## DATA IN THIS EXERCISE:
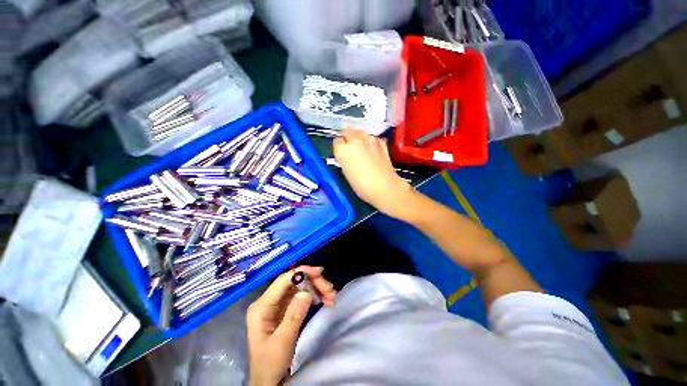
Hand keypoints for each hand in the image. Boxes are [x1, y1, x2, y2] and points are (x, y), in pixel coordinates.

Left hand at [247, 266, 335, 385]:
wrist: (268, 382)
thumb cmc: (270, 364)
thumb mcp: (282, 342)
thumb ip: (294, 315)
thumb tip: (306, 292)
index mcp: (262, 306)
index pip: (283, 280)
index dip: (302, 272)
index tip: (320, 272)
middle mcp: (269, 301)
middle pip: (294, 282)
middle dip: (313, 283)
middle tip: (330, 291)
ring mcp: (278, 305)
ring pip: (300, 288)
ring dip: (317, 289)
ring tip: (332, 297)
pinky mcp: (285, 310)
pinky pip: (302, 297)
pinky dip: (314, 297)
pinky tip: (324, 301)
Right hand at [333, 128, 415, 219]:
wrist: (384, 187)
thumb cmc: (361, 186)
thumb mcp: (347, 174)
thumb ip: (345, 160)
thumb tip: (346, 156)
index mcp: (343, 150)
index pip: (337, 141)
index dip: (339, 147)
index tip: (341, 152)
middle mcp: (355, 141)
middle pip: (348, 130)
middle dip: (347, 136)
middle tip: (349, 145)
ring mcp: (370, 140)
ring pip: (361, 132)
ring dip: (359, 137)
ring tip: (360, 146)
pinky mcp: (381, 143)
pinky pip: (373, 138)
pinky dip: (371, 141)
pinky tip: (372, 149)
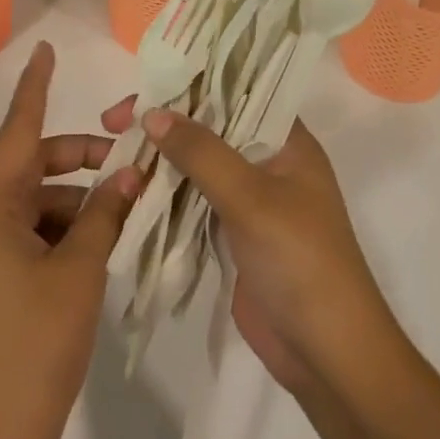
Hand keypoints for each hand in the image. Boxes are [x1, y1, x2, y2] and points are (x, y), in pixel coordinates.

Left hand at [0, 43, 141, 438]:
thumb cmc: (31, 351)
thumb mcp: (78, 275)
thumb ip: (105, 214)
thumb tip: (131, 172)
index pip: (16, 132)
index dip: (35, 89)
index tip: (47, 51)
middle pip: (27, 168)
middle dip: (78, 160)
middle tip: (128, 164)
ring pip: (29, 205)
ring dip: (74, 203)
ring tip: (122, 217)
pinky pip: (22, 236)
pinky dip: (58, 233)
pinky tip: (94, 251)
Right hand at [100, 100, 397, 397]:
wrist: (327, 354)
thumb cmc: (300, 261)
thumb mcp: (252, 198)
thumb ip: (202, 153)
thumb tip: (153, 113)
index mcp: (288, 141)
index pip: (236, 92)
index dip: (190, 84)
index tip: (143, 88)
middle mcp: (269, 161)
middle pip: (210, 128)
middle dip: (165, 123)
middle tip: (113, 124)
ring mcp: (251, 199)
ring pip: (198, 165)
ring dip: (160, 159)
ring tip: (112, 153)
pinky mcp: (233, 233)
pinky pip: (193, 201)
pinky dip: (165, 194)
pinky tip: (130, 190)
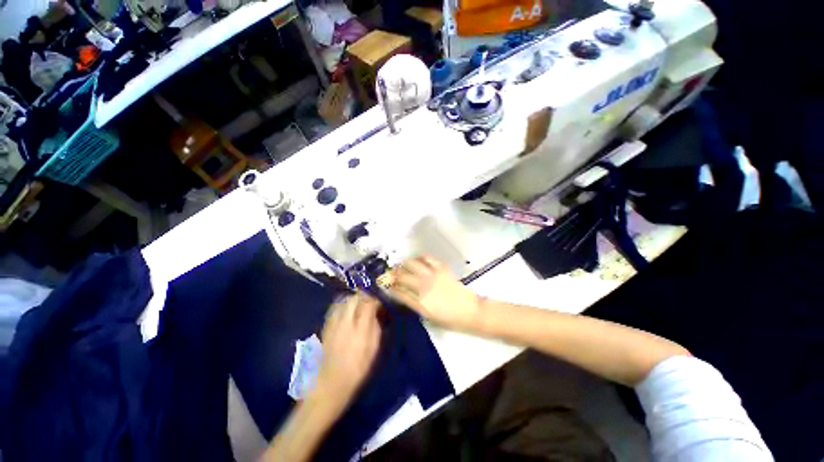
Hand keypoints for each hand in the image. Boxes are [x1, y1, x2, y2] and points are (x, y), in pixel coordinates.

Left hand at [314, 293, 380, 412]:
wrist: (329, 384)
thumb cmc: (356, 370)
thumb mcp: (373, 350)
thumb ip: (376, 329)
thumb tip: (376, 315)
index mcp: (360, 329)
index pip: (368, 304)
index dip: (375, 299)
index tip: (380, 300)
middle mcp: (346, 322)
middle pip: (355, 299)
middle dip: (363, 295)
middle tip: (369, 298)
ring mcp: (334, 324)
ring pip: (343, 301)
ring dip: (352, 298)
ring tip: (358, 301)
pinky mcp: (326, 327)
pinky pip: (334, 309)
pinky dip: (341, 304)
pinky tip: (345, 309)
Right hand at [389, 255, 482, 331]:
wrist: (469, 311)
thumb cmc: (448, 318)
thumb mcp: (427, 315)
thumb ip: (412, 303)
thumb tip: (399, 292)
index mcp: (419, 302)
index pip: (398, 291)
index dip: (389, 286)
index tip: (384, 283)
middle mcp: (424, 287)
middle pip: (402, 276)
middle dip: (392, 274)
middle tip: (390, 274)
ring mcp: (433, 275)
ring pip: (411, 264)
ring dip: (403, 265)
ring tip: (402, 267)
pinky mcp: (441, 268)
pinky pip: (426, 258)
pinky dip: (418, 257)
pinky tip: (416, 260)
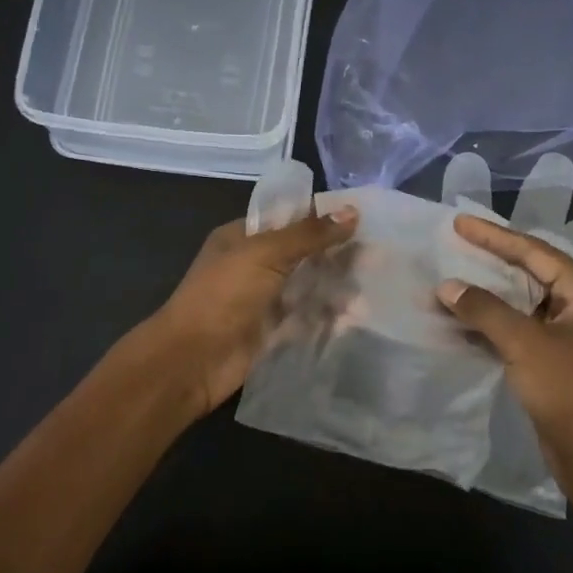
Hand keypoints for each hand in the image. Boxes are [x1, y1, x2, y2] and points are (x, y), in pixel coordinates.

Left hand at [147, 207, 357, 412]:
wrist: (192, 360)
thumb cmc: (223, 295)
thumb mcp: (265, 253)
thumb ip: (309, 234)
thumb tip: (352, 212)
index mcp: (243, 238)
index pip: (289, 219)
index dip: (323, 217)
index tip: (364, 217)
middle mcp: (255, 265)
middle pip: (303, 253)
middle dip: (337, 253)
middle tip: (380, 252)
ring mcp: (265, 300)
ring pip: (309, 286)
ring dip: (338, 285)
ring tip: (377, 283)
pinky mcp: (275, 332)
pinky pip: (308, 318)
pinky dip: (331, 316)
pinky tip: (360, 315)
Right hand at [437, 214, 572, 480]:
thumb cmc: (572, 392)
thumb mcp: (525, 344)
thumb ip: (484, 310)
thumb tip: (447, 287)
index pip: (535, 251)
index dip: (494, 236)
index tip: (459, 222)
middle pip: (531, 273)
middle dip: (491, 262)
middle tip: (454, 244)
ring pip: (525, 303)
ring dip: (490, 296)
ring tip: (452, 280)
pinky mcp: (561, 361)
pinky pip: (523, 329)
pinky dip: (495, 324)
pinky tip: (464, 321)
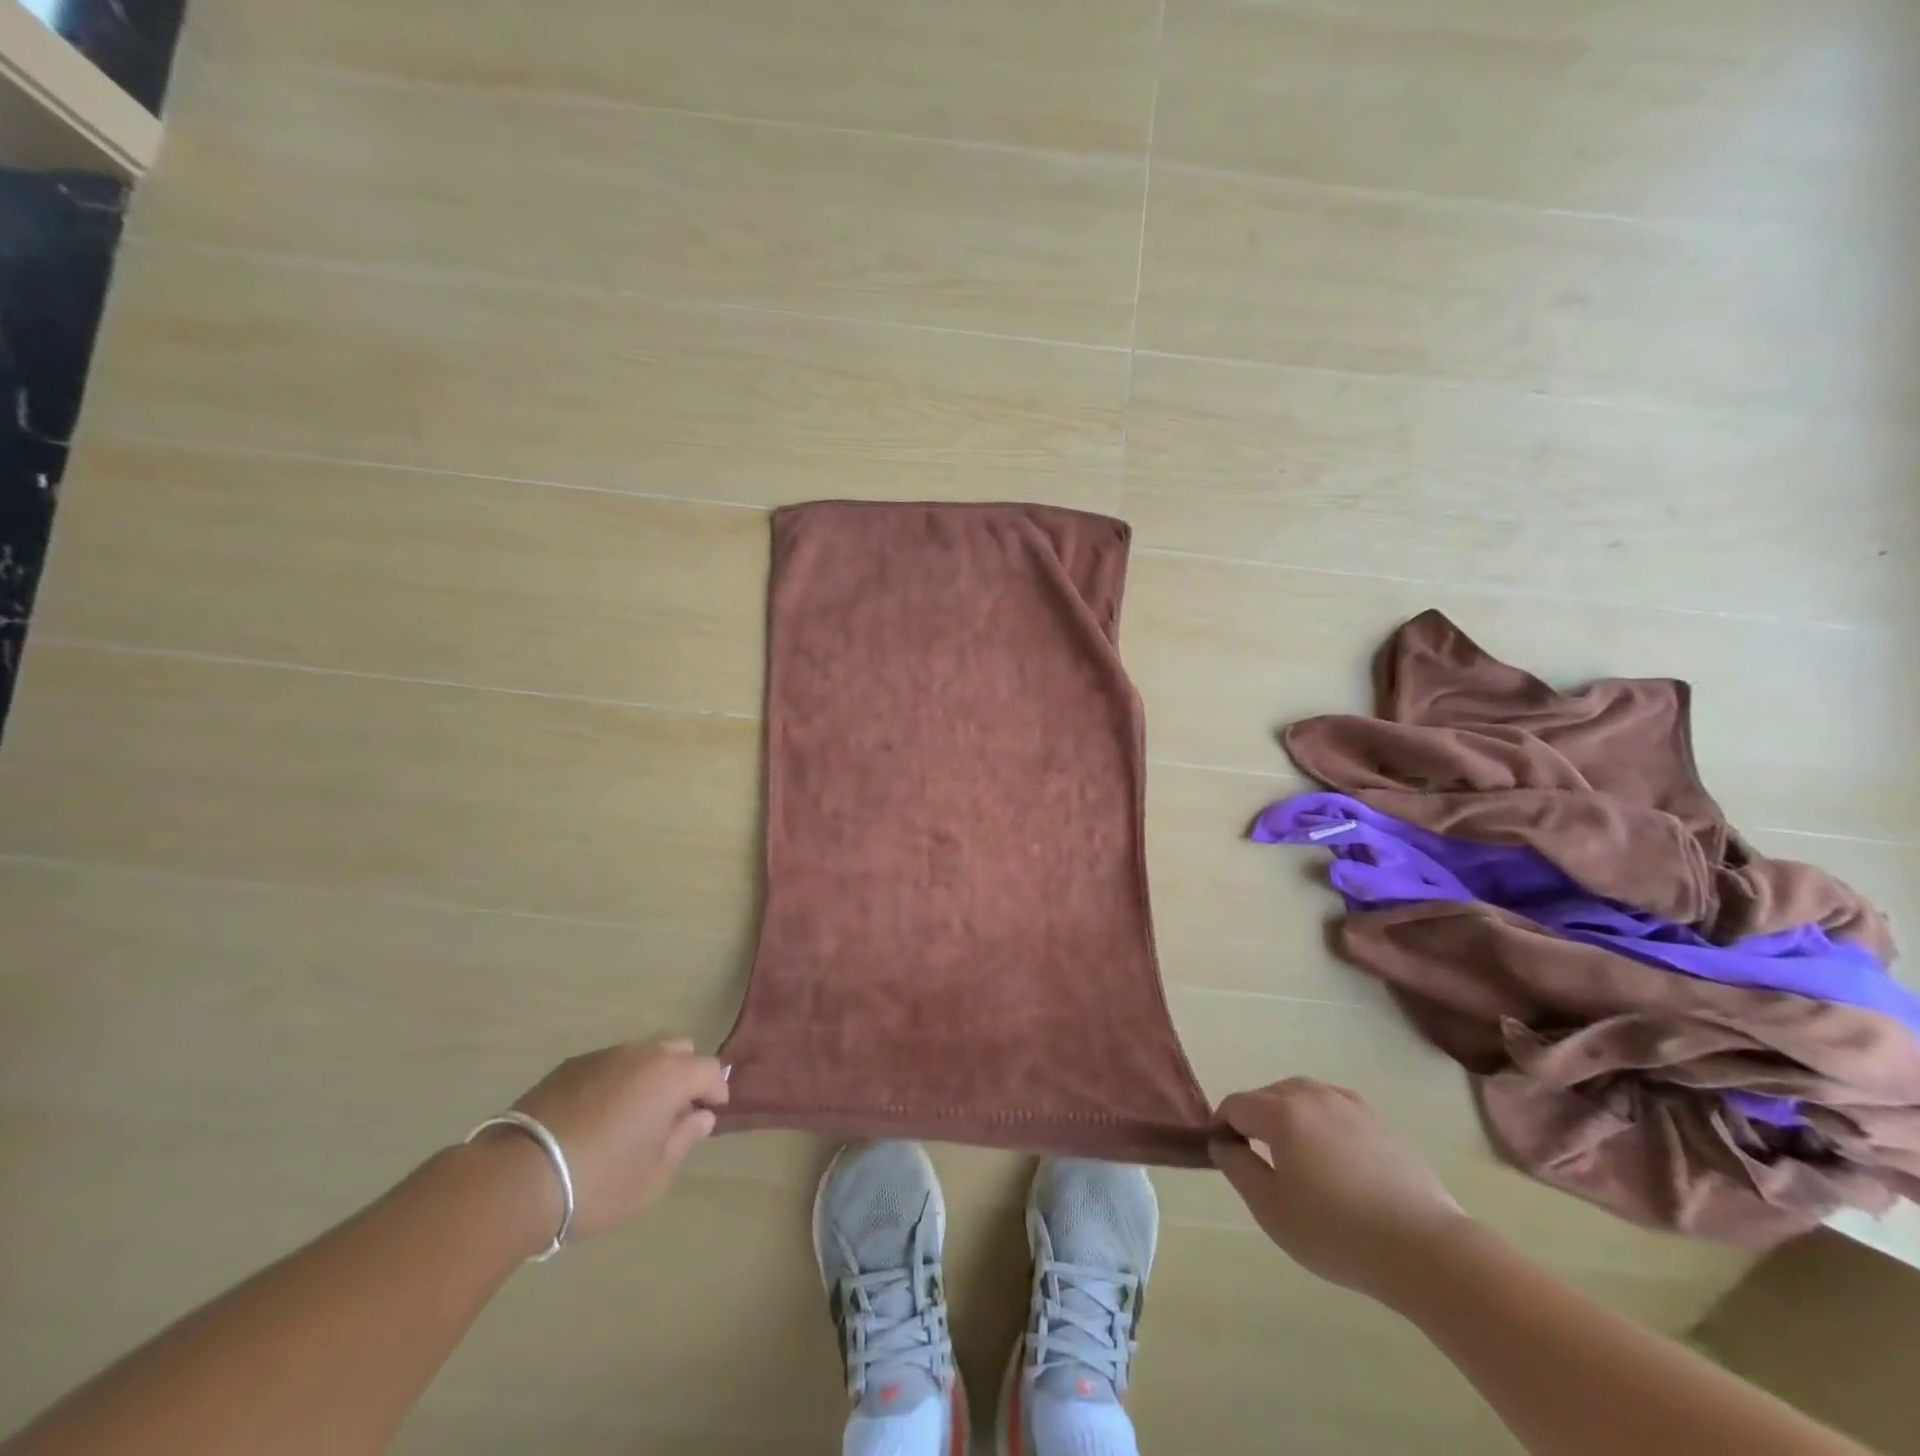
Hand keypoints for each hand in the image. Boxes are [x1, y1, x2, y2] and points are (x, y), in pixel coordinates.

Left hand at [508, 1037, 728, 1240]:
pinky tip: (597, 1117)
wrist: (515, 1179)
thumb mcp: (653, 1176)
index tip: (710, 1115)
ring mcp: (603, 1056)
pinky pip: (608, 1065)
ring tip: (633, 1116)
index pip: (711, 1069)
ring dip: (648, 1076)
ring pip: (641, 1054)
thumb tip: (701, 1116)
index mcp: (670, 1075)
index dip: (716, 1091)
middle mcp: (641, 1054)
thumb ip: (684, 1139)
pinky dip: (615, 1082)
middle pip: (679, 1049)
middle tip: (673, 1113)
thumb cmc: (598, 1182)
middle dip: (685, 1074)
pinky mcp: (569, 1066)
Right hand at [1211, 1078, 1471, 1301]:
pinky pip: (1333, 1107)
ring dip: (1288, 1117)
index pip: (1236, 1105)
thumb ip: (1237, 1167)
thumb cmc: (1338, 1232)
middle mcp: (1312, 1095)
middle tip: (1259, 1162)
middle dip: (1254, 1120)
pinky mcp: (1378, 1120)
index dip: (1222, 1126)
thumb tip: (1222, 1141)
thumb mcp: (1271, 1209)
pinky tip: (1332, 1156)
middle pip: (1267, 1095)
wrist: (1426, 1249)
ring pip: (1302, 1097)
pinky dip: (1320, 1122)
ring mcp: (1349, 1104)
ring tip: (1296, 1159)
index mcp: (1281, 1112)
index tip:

## EXERCISE:
Print, from the entries above, the line with "thumb cmc: (300, 261)", the line with "ring dip: (160, 159)" and all lines between them, exactly and with nothing else.

## TASK ANSWER:
thumb cmc: (300, 261)
thumb mcp: (252, 198)
thumb ip: (202, 153)
thumb tip: (153, 113)
index mcp: (288, 141)
index pip: (236, 92)
index dip: (190, 84)
index tip: (143, 88)
middle mcp: (269, 161)
middle pip: (210, 128)
middle dip: (165, 123)
middle tip: (113, 124)
ring mcp: (251, 199)
ring pip: (198, 165)
ring dip: (160, 159)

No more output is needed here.